The prophets of the “new abolitionism” met in Austin Hall over the weekend, and one of them, Barry Scheck of the Innocence Project at the Cardozo School of Law in New York, predicted “the end of the death penalty within our lifetimes.” Considering the unanimity of opinion on this one main point – that capital punishment is a bad idea – the gathering was in some ways more a revival meeting for activists than a debate. But, the devil’s in the details and so the conference didn’t lack for pyrotechnics.
Scheck cited two “heartening” currents that he said were leading toward the abolition of capital punishment in the United States: reversal of convictions of the innocent through new DNA evidence, and the trend to life sentences, as in the case of Zacarias Moussaoui, whom a federal jury declined last week to sentence to death for his role in the 9/11 attacks.

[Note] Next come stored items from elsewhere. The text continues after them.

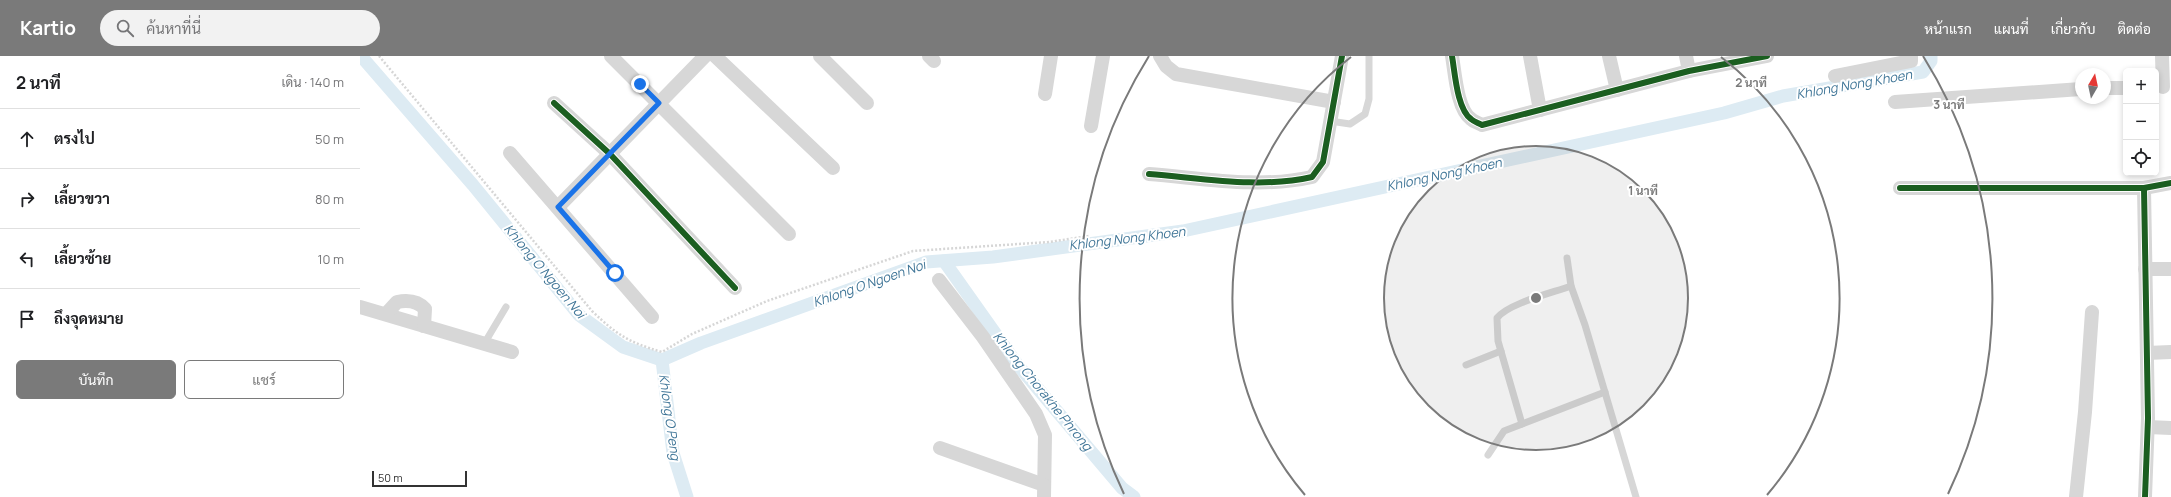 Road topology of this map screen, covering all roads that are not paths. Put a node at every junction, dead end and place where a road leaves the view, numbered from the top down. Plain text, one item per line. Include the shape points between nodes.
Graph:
1 (611, 56) edge
2 (705, 56) edge
3 (715, 56) edge
4 (820, 56) edge
5 (1051, 56) edge
6 (1103, 56) edge
7 (1160, 56) edge
8 (1342, 56) edge
9 (1369, 56) edge
10 (1452, 56) edge
11 (1530, 56) edge
12 (1609, 56) edge
13 (1686, 56) edge
14 (1911, 56) edge
15 (2162, 56) edge
16 (1760, 57) edge
17 (1689, 71) junction
18 (1835, 76) dead end
19 (2163, 87) edge
20 (2111, 88) edge
21 (2123, 88) edge
22 (2075, 89) edge
23 (1617, 90) junction
24 (1045, 94) dead end
25 (1334, 102) junction
26 (1895, 102) dead end
27 (554, 103) dead end
28 (659, 103) junction
29 (867, 103) dead end
30 (1540, 110) junction
31 (1330, 121) junction
32 (1091, 126) dead end
33 (510, 153) dead end
34 (610, 154) junction
35 (833, 168) dead end
36 (1149, 174) dead end
37 (2171, 183) edge
38 (1900, 188) dead end
39 (2144, 188) junction
40 (558, 207) junction
41 (789, 234) dead end
42 (1567, 258) dead end
43 (2145, 269) junction
44 (2171, 269) edge
45 (939, 280) dead end
46 (1571, 286) junction
47 (735, 288) dead end
48 (360, 307) edge
49 (506, 307) dead end
50 (2092, 312) dead end
51 (386, 314) junction
52 (652, 317) dead end
53 (424, 326) junction
54 (484, 344) junction
55 (1501, 351) junction
56 (512, 352) dead end
57 (2171, 352) edge
58 (2147, 353) junction
59 (1466, 365) dead end
60 (1605, 392) junction
61 (1522, 424) junction
62 (2148, 427) junction
63 (2171, 428) edge
64 (940, 448) dead end
65 (1488, 455) dead end
66 (1044, 491) edge
67 (1636, 497) edge
68 (2076, 497) edge
69 (2146, 497) edge

1 - 28 street
2 - 28 street
3 - 35 street
4 - 29 street
5 - 24 street
6 - 32 street
7 - 25 street via 1166,66 1176,74
8 - 25 street
9 - 31 lane via 1369,99 1365,114 1350,124
10 - 30 street via 1460,100 1464,111 1471,119 1482,124
11 - 30 street
12 - 23 street
13 - 17 street
14 - 18 street via 1910,61
15 - 19 street
16 - 17 street
17 - 23 street
20 - 21 street
22 - 26 street
23 - 30 street
25 - 31 street
27 - 34 street
28 - 34 street
28 - 41 street
31 - 36 street via 1323,162 1312,177 1279,182
33 - 40 street
34 - 40 street
34 - 47 street
37 - 39 street
38 - 39 street
39 - 43 street
40 - 52 street
42 - 46 lane
43 - 44 street
43 - 58 street
45 - 66 street via 983,337 1036,414 1045,435
46 - 55 lane via 1500,313 1496,326
46 - 60 lane
48 - 51 street
49 - 54 lane
50 - 68 street
51 - 53 street
51 - 53 street via 397,302 420,304 425,309
53 - 54 street
54 - 56 street
55 - 59 lane
55 - 61 lane
57 - 58 street
58 - 62 street
60 - 61 lane
60 - 67 lane
61 - 65 lane via 1504,431
62 - 63 street
62 - 69 street
64 - 66 street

“The lessons of Moussaoui should be ringing loudly,” Scheck said.
The occasion was a national conference, “Race and the Death Penalty,” convened to consider what Tufts philosopher Hugo Bedau, one of the nation’s leading opponents of capital punishment, called in his keynote address, “the twin evils” of the current system: racial bias and the conviction of the innocent.
“If we are to believe the friends of the death penalty,” he said, “the risk of these two evils must be borne patiently in the confidence that the benefits of a death penalty system – even a flawed system such as ours – outweigh the harms. Those of us who have looked with care at our death penalty system may be excused if we are unpersuaded.”
The conference convened Friday afternoon (May 5) just hours after another bit of good news for death penalty opponents, the announcement of a federal jury award of $2.25 million to Earl Washington Jr., a Virginia man who at one point had come within nine days of being executed for rape and murder on the basis of a confession fabricated by a police investigator.
Washington was pardoned in 2000 after sophisticated DNA testing proved his innocence. His lawyers, who include Scheck and co-founder of the Innocence Project Peter Neufeld, believe the jury award to be the largest ever in a civil rights case in the history of Virginia.
The conference was the official launch of a new book, “From Lynch Mobs to the Killing State: Race and the Death Penalty in America” (New York University Press), edited by Charles J. Ogletree Jr., Jesse Climenko Professor of Law and director of the new Charles Hamilton Houston Institute for Race and Justice, and by Austin Sarat of Amherst College. And filmmakers Rachel Lyon and Jim Lopes gave the conferees the first glimpse anyone has had outside PBS of their new film, “Race to Execution,” inspired by the work of Lyon’s sister, Andrea Lyon, of DePaul University College of Law, as a public defender.
Rubin “Hurricane” Carter, a former boxer who spent 20 years in New Jersey state prison for three murders he didn’t commit, was another keynote speaker. He told of his ordeal and his new work with Innocence International, which aims to expose cases of the wrongfully convicted and promote restorative justice.
Ogletree, in his letter of welcome to the conference, said, “This conference comes at a critical time. On one hand, public support for the death penalty is waning, and the Supreme Court has restricted its use in important ways. … On the other hand, however, with so much attention directed toward terrorism, the pendulum continues to swing further away from protecting the rights of the accused.”
Plenty of speakers found grounds for concern about the state of justice in the United States. In his remarks, Stephen Bright, president of the Southern Center for Human Rights in Atlanta, invoked the “unlikely heroes” of the 1950s and ’60s – white Southern judges on the federal bench who moved the civil rights agenda forward – and then commented, “Today there are no heroes. There are judges who march onto the battlefield and shoot the wounded.”
He lamented the fact that in the state court systems judges and prosecutors are elected, not appointed. This, he suggested, leads to a politicized buddy system in which it can be hard to keep prosecutors from challenging African Americans off juries – even though the United State Supreme Court has ruled, in the Batson case of 1986, that using peremptory challenges on the basis of race was unconstitutional.
He also charged that by failing to fund public defenders adequately, states have turned the guarantee of court-appointed counsel – as established by the landmark Supreme Court case of Gideon v. Wainwright in 1963 – into “an illusory constitutional right.”
George Kendall, a senior counsel at Holland & Knight LLP in New York, insisted, though, “These are not problems without solutions. This is not rocket science.”
As a workable mechanism to enforce Batson’s requirement of racial fairness in the use of peremptory challenges of jurors, he suggested a system of “inclusion”: Once jurors were initially qualified, prosecution and defense would each get to list the jurors they most want to serve, and the two lists could be reconciled to empanel a jury.
He also called for a political action committee, or PAC, to support what he called the “progressive justice agenda.” Without a PAC, which would enable opponents of the death penalty to support the election campaigns of like-minded candidates for public office, he said, “we are naïve to think we can be effective, in Boston, Washington, or any other city.”